| Instructions for the task |
Could you retype every line below exactly, omitting the images?

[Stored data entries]
+ + + +

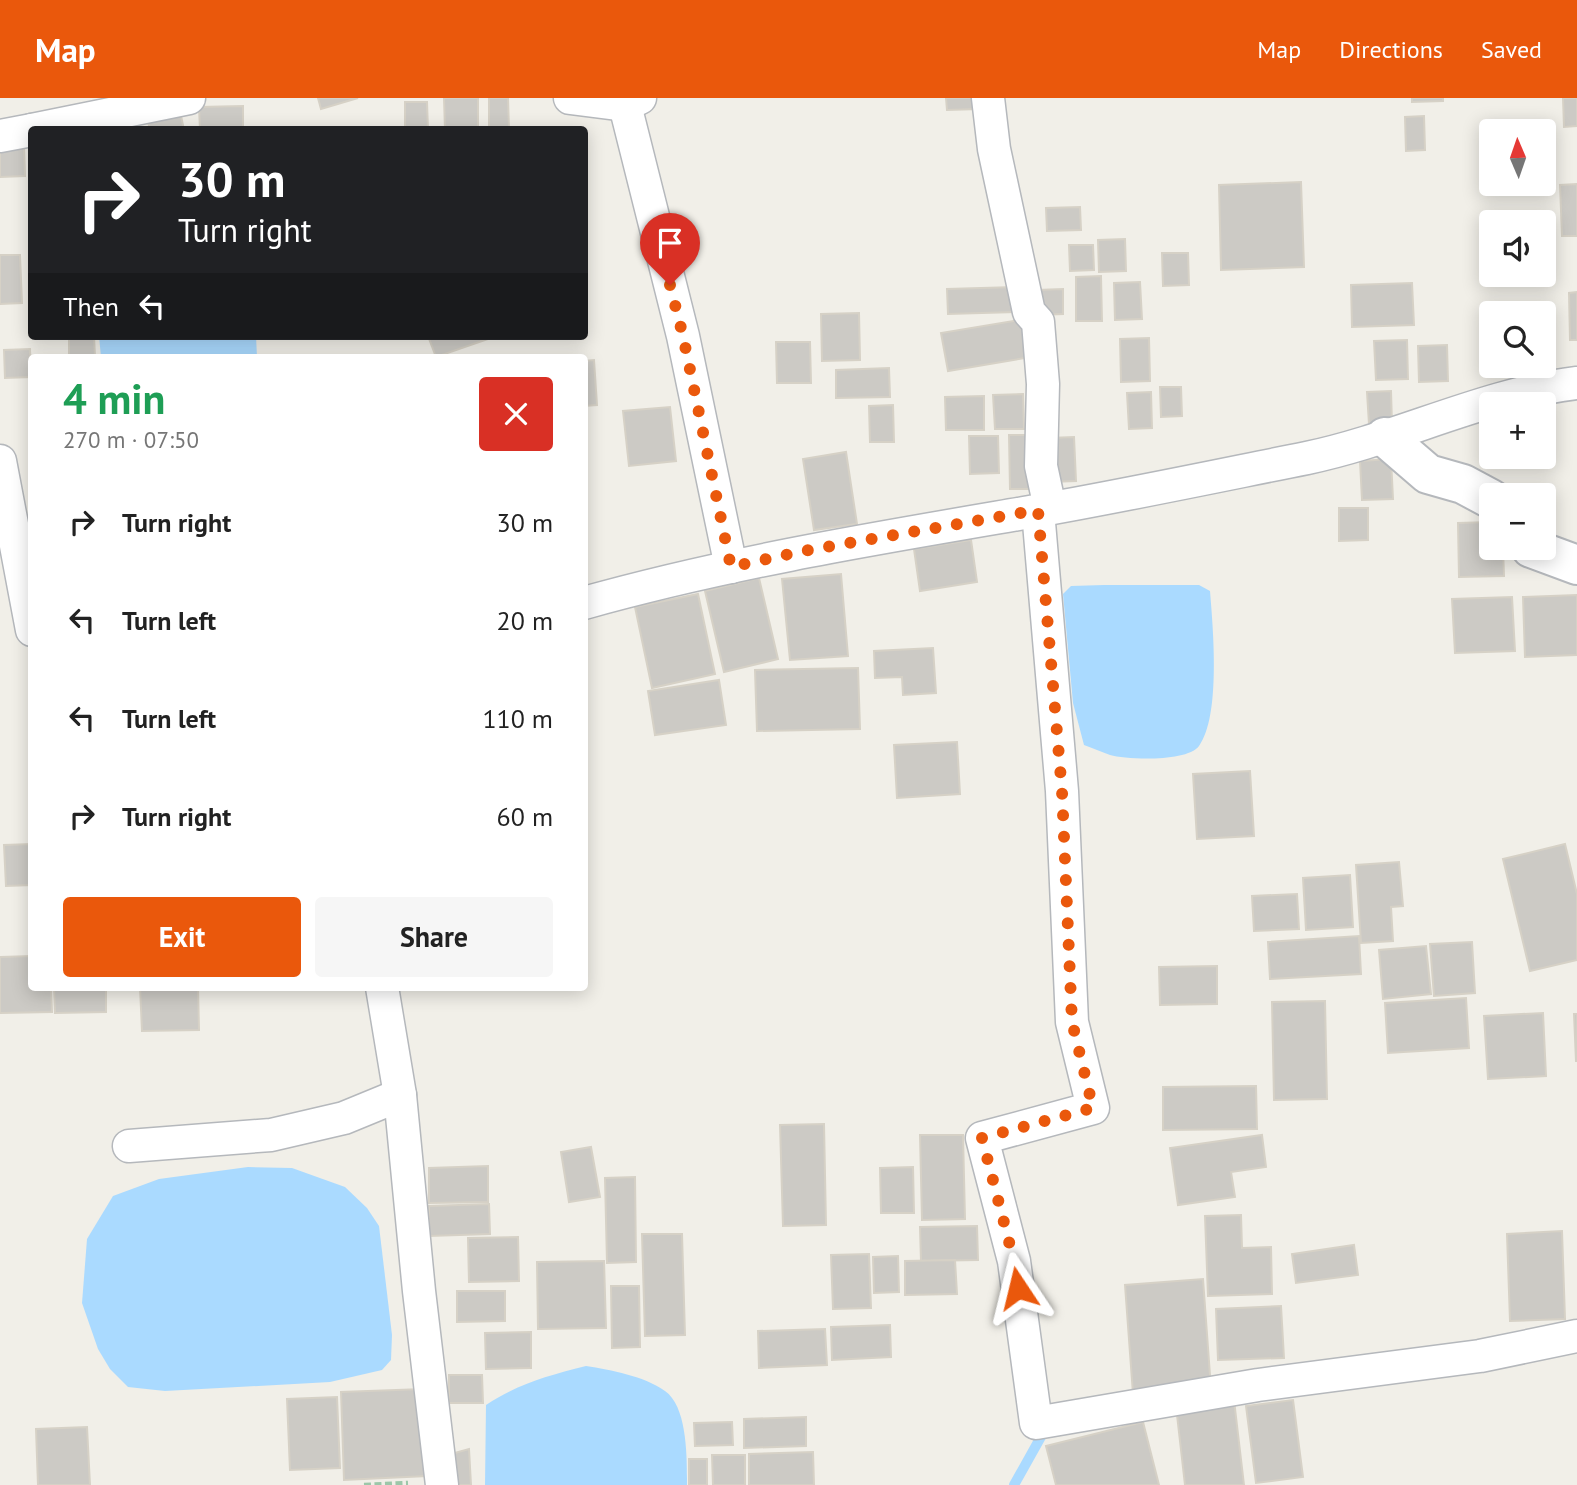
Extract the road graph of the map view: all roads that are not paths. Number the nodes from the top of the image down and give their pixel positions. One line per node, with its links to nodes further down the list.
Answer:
1 (189, 98): 5 (street)
2 (570, 98): 4 (street)
3 (988, 98): 12 (street)
4 (632, 102): 15 (street)
5 (52, 126)
6 (28, 131): 7 (street)
7 (0, 136)
8 (1577, 383): 9 (street)
9 (1385, 437): 11 (street); 12 (street)
10 (0, 461): 17 (street)
11 (1479, 493)
12 (1044, 509): 15 (street); 21 (street)
13 (1556, 557): 14 (street)
14 (1577, 565)
15 (731, 567): 16 (street)
16 (588, 602)
17 (28, 609)
18 (383, 991): 19 (street)
19 (400, 1095): 20 (street); 22 (street)
20 (129, 1146)
21 (1577, 1336)
22 (442, 1483)

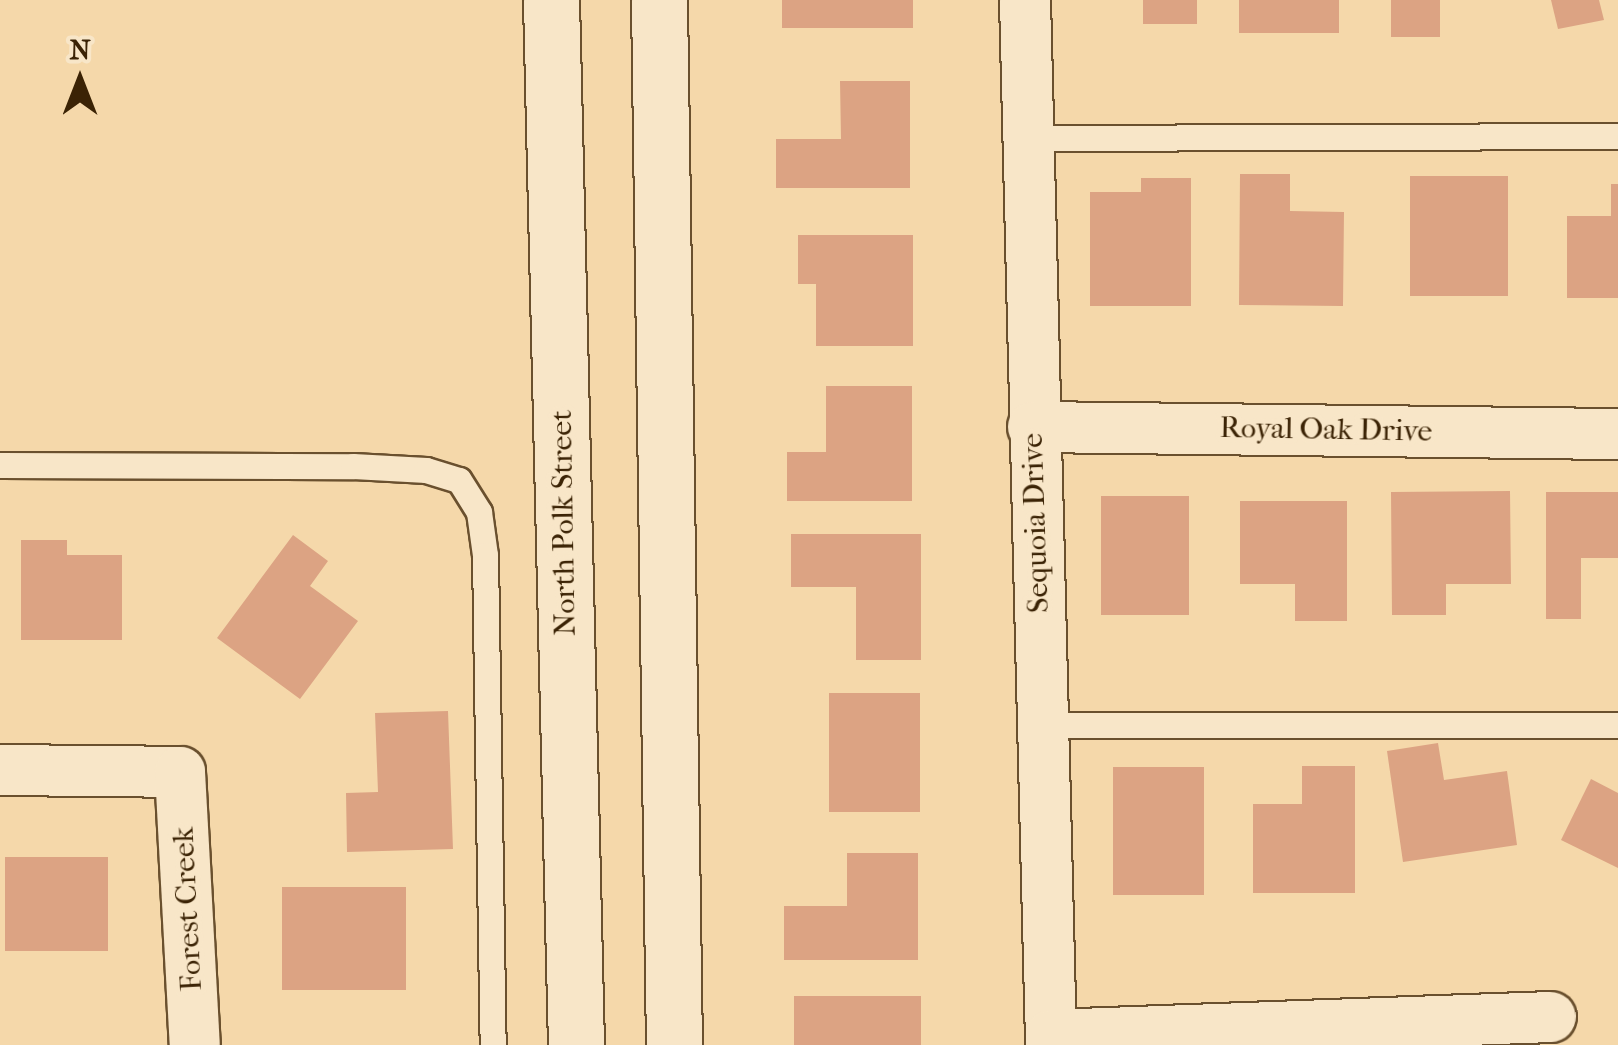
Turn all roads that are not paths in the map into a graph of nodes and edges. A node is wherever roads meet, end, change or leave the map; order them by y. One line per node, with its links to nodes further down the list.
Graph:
1 (551, 0): 16 (main road, North Polk Street)
2 (659, 0): 17 (main road)
3 (1025, 0): 5 (street, Sequoia Drive)
4 (1618, 136): 5 (lane)
5 (1028, 138): 6 (street, Sequoia Drive)
6 (1033, 427): 7 (street, Royal Oak Drive); 9 (street, Sequoia Drive)
7 (1618, 434)
8 (0, 465): 15 (lane)
9 (1042, 725): 10 (lane); 13 (street, Sequoia Drive)
10 (1618, 725)
11 (0, 770): 14 (street, Forest Creek)
12 (1551, 1018): 13 (street)
13 (1051, 1040)
14 (194, 1045)
15 (493, 1045)
16 (576, 1045)
17 (674, 1045)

+ + + +

| Written response |
Extract the road graph of the map view: all roads that are not paths. Number the nodes from the top of the image down and give their pixel positions. One line per node, with its links to nodes further down the list.
Answer:
1 (189, 98): 5 (street)
2 (570, 98): 4 (street)
3 (988, 98): 12 (street)
4 (632, 102): 15 (street)
5 (52, 126)
6 (28, 131): 7 (street)
7 (0, 136)
8 (1577, 383): 9 (street)
9 (1385, 437): 11 (street); 12 (street)
10 (0, 461): 17 (street)
11 (1479, 493)
12 (1044, 509): 15 (street); 21 (street)
13 (1556, 557): 14 (street)
14 (1577, 565)
15 (731, 567): 16 (street)
16 (588, 602)
17 (28, 609)
18 (383, 991): 19 (street)
19 (400, 1095): 20 (street); 22 (street)
20 (129, 1146)
21 (1577, 1336)
22 (442, 1483)

Turn all roads that are not paths in the map into a graph of nodes and edges. A node is wherever roads meet, end, change or leave the map; order them by y. One line per node, with its links to nodes further down the list.
Graph:
1 (551, 0): 16 (main road, North Polk Street)
2 (659, 0): 17 (main road)
3 (1025, 0): 5 (street, Sequoia Drive)
4 (1618, 136): 5 (lane)
5 (1028, 138): 6 (street, Sequoia Drive)
6 (1033, 427): 7 (street, Royal Oak Drive); 9 (street, Sequoia Drive)
7 (1618, 434)
8 (0, 465): 15 (lane)
9 (1042, 725): 10 (lane); 13 (street, Sequoia Drive)
10 (1618, 725)
11 (0, 770): 14 (street, Forest Creek)
12 (1551, 1018): 13 (street)
13 (1051, 1040)
14 (194, 1045)
15 (493, 1045)
16 (576, 1045)
17 (674, 1045)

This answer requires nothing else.